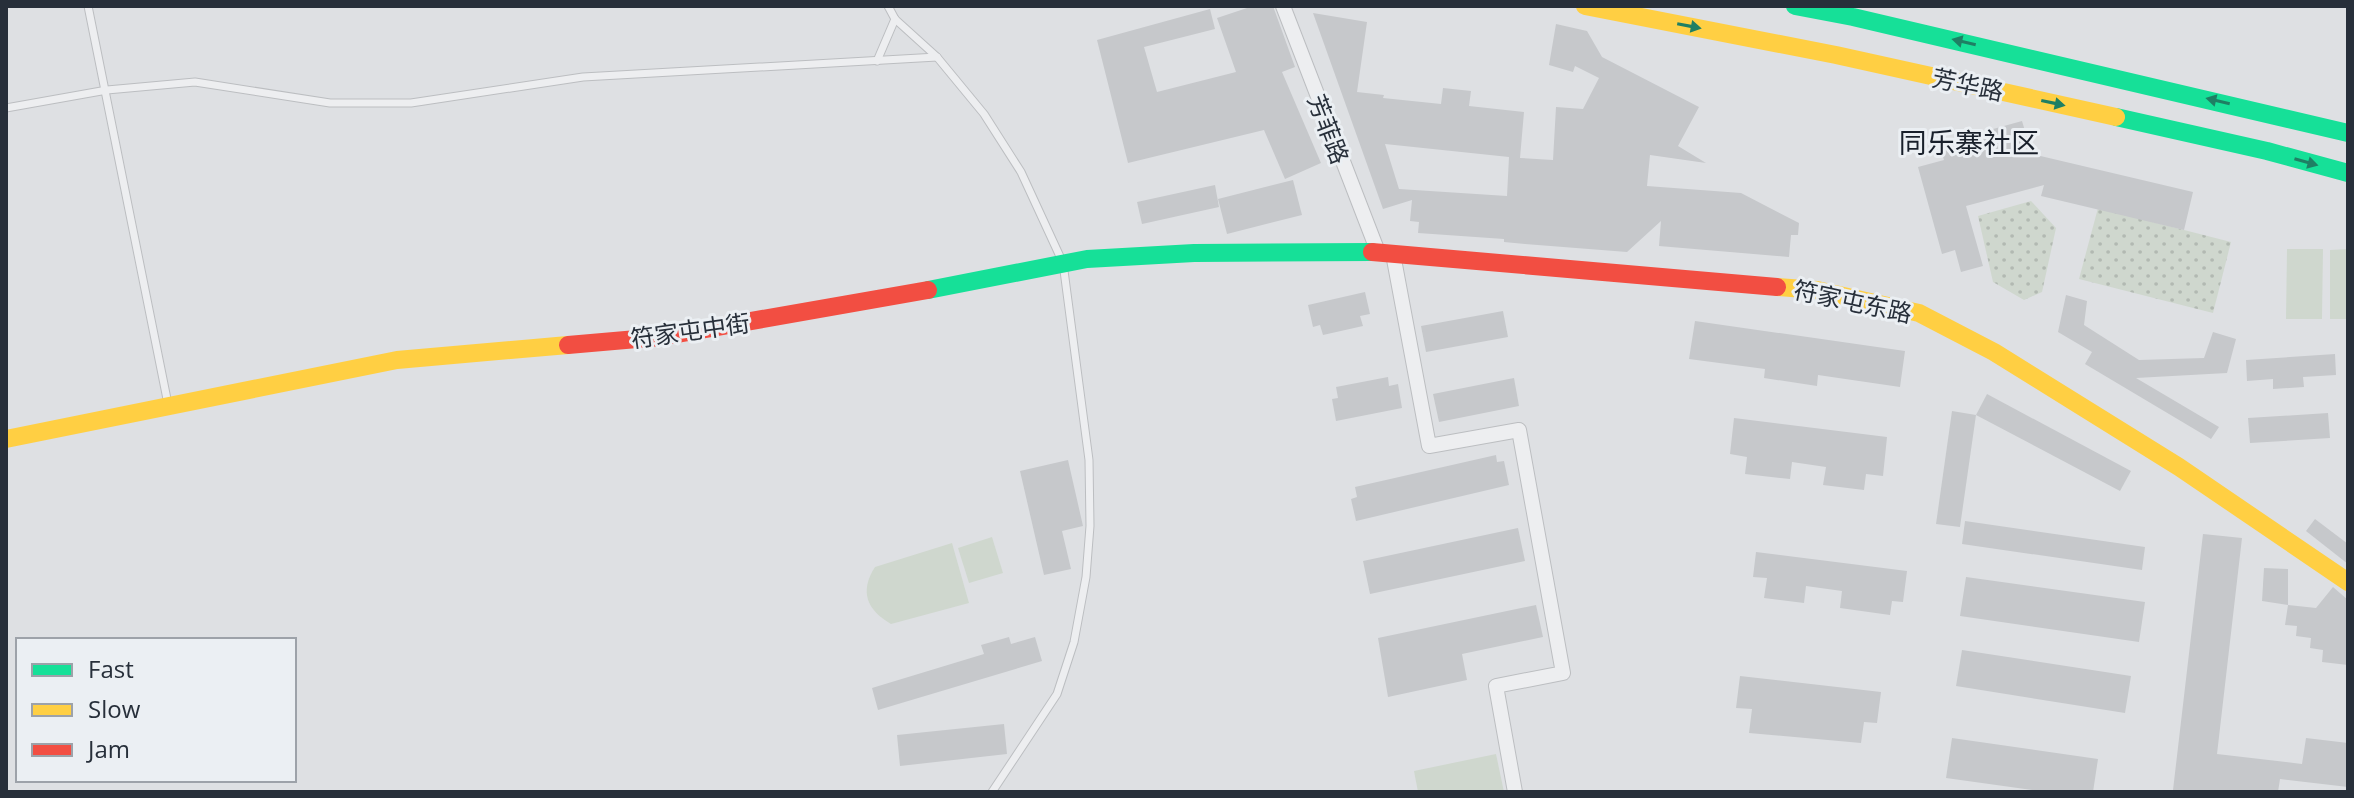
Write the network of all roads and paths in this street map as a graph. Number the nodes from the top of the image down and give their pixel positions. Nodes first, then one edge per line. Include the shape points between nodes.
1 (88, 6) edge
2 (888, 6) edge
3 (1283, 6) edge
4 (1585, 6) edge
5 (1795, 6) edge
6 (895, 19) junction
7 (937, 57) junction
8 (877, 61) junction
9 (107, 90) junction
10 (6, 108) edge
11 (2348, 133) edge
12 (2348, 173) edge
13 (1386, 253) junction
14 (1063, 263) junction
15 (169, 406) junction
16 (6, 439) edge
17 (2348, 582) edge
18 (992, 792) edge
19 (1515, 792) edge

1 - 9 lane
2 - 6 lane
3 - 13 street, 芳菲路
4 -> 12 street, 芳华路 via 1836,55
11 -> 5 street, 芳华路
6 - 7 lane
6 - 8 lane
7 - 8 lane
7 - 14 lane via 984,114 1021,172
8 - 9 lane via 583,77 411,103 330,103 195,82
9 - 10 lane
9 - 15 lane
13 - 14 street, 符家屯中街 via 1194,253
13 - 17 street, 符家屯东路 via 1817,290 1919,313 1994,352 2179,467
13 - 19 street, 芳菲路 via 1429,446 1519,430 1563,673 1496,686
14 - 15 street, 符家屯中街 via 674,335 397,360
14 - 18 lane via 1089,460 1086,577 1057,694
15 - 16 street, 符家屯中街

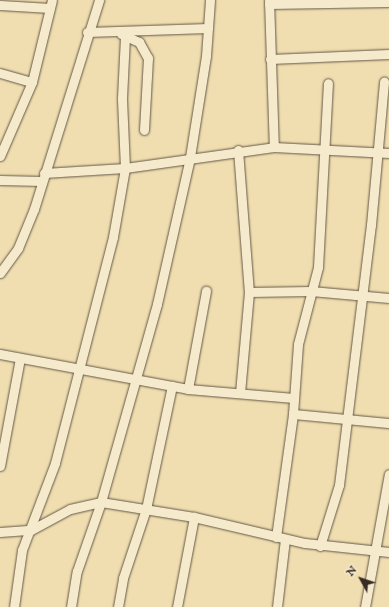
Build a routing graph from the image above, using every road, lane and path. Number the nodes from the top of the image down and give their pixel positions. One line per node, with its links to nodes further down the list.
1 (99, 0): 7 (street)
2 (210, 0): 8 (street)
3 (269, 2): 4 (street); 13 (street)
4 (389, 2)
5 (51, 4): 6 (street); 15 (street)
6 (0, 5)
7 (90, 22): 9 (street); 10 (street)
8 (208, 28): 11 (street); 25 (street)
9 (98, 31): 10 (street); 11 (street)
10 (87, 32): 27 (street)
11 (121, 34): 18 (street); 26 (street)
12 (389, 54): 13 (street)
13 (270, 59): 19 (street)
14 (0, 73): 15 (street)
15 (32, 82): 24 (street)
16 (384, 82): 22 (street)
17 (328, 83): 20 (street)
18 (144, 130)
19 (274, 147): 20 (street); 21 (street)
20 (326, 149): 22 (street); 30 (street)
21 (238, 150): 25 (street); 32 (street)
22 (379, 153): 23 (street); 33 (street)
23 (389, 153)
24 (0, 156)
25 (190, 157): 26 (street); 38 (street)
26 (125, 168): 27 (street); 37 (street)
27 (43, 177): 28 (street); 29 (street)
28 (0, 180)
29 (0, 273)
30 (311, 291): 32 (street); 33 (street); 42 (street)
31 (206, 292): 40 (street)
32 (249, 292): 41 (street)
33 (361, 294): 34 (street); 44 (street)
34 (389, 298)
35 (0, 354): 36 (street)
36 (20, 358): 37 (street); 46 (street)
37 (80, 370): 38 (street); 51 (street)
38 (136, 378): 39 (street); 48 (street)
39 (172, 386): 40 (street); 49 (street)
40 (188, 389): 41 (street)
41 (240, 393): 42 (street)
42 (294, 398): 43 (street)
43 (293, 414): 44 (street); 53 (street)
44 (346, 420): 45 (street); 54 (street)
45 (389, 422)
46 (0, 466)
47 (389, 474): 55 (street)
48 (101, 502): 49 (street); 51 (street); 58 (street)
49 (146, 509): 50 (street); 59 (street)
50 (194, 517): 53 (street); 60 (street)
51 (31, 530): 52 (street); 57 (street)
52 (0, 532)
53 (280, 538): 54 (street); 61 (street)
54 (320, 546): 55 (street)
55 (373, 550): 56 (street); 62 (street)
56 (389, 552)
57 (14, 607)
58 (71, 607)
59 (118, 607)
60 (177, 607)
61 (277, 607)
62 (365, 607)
========================================
**Activity**
Copy each line in the entries above where the word "image" shows up.

**Result of the task**
Write the network of all roads and paths in this street map as a graph. Number the nodes from the top of the image down and give their pixel positions. Nodes first, then one edge per line. Include the shape points between nodes.
Build a routing graph from the image above, using every road, lane and path. Number the nodes from the top of the image down and give their pixel positions. One line per node, with its links to nodes further down the list.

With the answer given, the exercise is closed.